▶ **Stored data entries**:
((

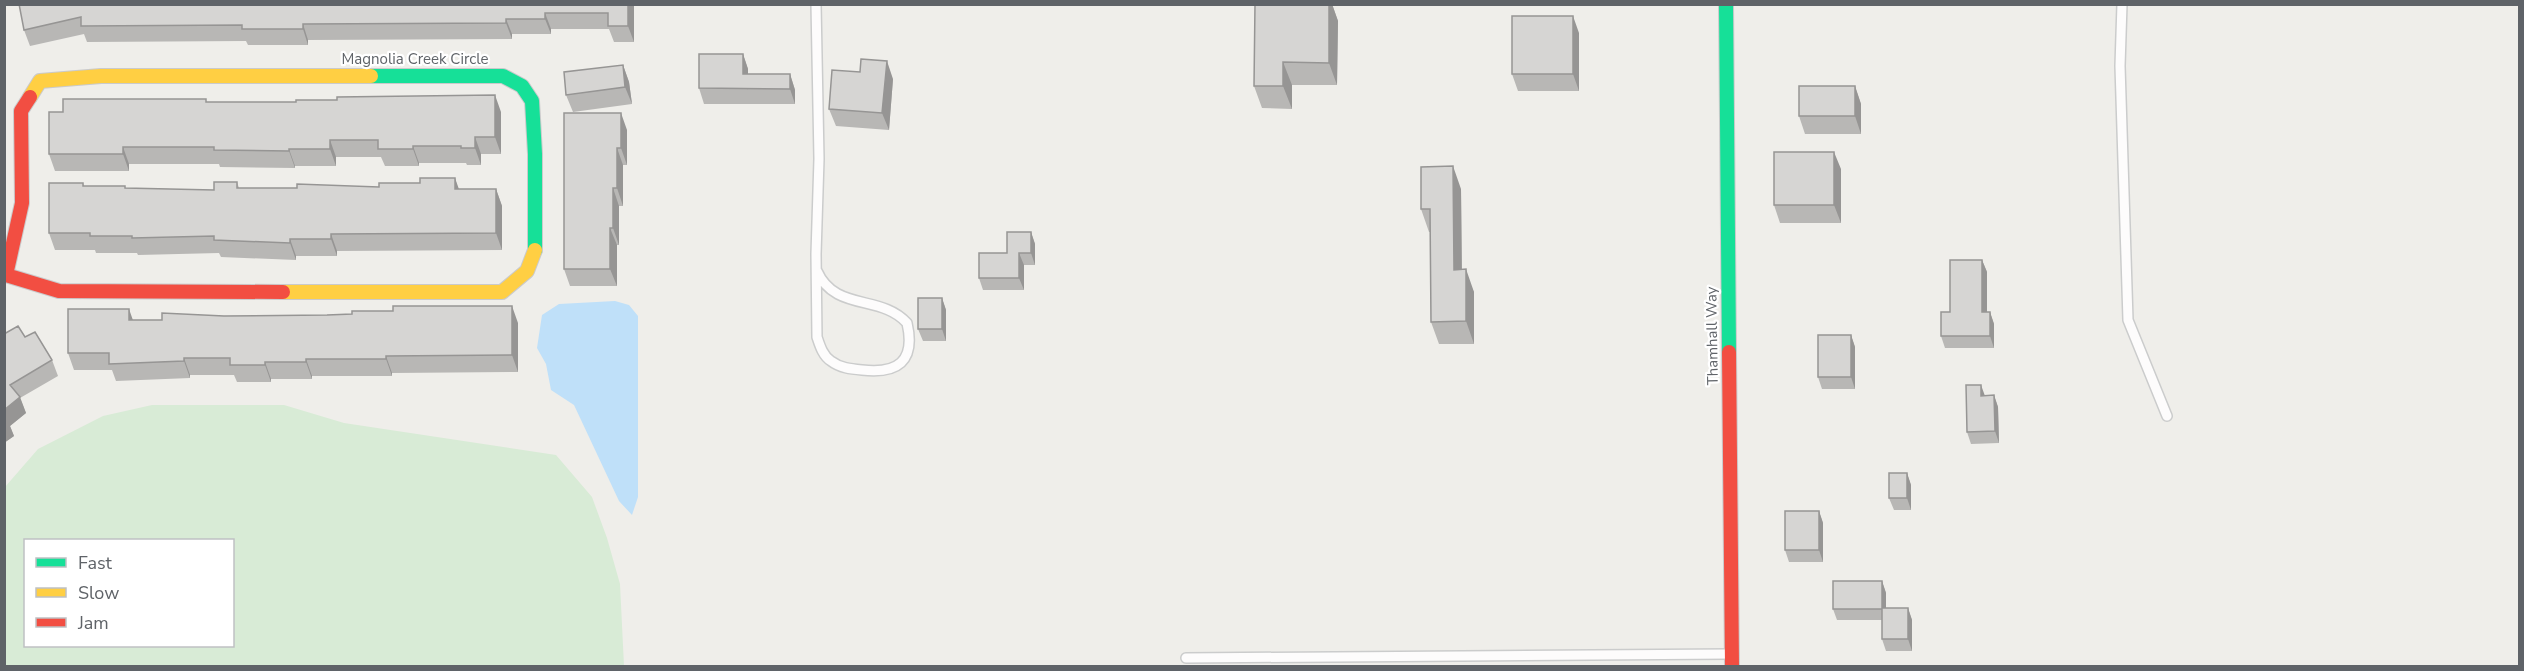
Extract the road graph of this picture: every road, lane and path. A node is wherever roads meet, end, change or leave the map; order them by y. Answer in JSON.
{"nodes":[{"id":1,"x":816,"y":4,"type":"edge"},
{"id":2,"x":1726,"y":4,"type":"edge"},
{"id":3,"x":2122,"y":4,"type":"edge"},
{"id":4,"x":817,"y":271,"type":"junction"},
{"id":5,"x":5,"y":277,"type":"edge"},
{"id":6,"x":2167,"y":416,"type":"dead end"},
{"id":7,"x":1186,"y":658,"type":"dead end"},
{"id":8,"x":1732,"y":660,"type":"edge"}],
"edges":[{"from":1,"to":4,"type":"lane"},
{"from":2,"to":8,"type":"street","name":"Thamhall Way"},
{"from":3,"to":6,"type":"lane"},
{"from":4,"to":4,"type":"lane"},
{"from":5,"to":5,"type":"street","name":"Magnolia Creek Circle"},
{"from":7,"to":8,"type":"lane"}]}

))

▶ **TASK DIRECTIONS**: Give all the records again, exactly, without images.

▶ **RESULT OF THIS EXERCISE**:
Extract the road graph of this picture: every road, lane and path. A node is wherever roads meet, end, change or leave the map; order them by y. Answer in JSON.
{"nodes":[{"id":1,"x":816,"y":4,"type":"edge"},
{"id":2,"x":1726,"y":4,"type":"edge"},
{"id":3,"x":2122,"y":4,"type":"edge"},
{"id":4,"x":817,"y":271,"type":"junction"},
{"id":5,"x":5,"y":277,"type":"edge"},
{"id":6,"x":2167,"y":416,"type":"dead end"},
{"id":7,"x":1186,"y":658,"type":"dead end"},
{"id":8,"x":1732,"y":660,"type":"edge"}],
"edges":[{"from":1,"to":4,"type":"lane"},
{"from":2,"to":8,"type":"street","name":"Thamhall Way"},
{"from":3,"to":6,"type":"lane"},
{"from":4,"to":4,"type":"lane"},
{"from":5,"to":5,"type":"street","name":"Magnolia Creek Circle"},
{"from":7,"to":8,"type":"lane"}]}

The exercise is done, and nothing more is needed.